Oman crude prices on Wednesday jumped to their highest level in a year as the oil output cuts by Saudi Arabia and a US snowstorm pushed global oil prices to the pre-pendemic levels.
Following a 3.2 per cent price surge on Tuesday, Oman crude price (for April delivery) increased by 1.5 per cent on Wednesday to close at US$57.72 per barrel at the Dubai Mercantile Exchange.
Meanwhile, the prices of other global crude benchmarks also surged on the back of upbeat market sentiment and a snowstorm that socked the northeastern United States. US benchmark West Texas Intermediate (WTI) oil soared to one-year high of around US$55.07 a barrel, while Brent North Sea crude hit US$57.77, a level last reached nearly a year ago.
Oil prices have witnessed a steady rise in the past few days after the pandemic-driven concerns over a supply glut were eased with massive output cuts by Saudi Arabia. The voluntary cuts of 1mn barrels per day by Saudi Arabia began at the start of February and will run through March.
“Oil prices powered higher… lifted in part by the positive sentiment returning to equity markets, but mostly because of frigid weather sweeping the United States, pushing up the demand for heating,” OANDA analyst Jeffrey Halley told AFP.

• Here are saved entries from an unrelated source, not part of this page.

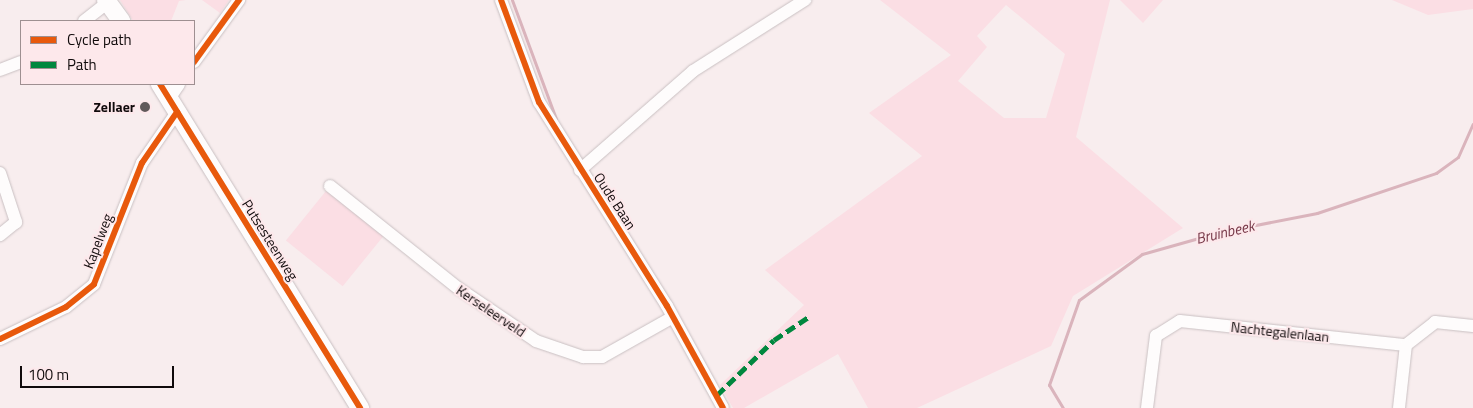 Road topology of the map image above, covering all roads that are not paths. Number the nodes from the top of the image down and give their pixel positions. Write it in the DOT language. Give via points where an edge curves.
graph roads {
  1 [pos="239,0"];
  2 [pos="501,0"];
  3 [pos="805,0"];
  4 [pos="108,1"];
  5 [pos="85,20"];
  6 [pos="119,20"];
  7 [pos="195,61"];
  8 [pos="20,62"];
  9 [pos="0,70"];
  10 [pos="161,85"];
  11 [pos="179,85"];
  12 [pos="173,105"];
  13 [pos="580,170"];
  14 [pos="0,173"];
  15 [pos="330,186"];
  16 [pos="0,235"];
  17 [pos="672,317"];
  18 [pos="1473,326"];
  19 [pos="0,339"];
  20 [pos="1406,345"];
  21 [pos="360,408"];
  22 [pos="723,408"];
  23 [pos="1147,408"];
  24 [pos="1399,408"];
  1 -- 7 [label="street"];
  2 -- 13 [label="street, Oude Baan" via="539,102"];
  3 -- 13 [label="street, Oude Baan" via="693,71"];
  4 -- 5 [label="street"];
  4 -- 6 [label="main road"];
  8 -- 9 [label="street"];
  10 -- 12 [label="main road, Putsesteenweg"];
  11 -- 12 [label="street, Kapelweg"];
  12 -- 19 [label="street, Kapelweg" via="142,163 94,284 66,307"];
  12 -- 21 [label="main road, Putsesteenweg"];
  13 -- 17 [label="street, Oude Baan"];
  14 -- 16 [label="street" via="16,222"];
  15 -- 17 [label="street, Kerseleerveld" via="450,282 536,341 583,357 602,357"];
  17 -- 22 [label="street, Oude Baan"];
  18 -- 20 [label="street" via="1436,322"];
  20 -- 23 [label="street, Nachtegalenlaan" via="1180,321 1156,336"];
  20 -- 24 [label="street"];
}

The rebound in oil prices marked a stunning turnaround for the crude market, which briefly turned negative last year as the deadly COVID-19 outbreak shuttered economies worldwide and caused a supply glut that sent traders scrambling.
Oman crude prices last year averaged at US$46 per barrel, a decline of 27.6 per cent compared with the average oil price in 2019. The sultanate’s total oil exports decreased by 7.5 per cent to 287mn barrels in 2020 against 310.3mn barrels in the previous year.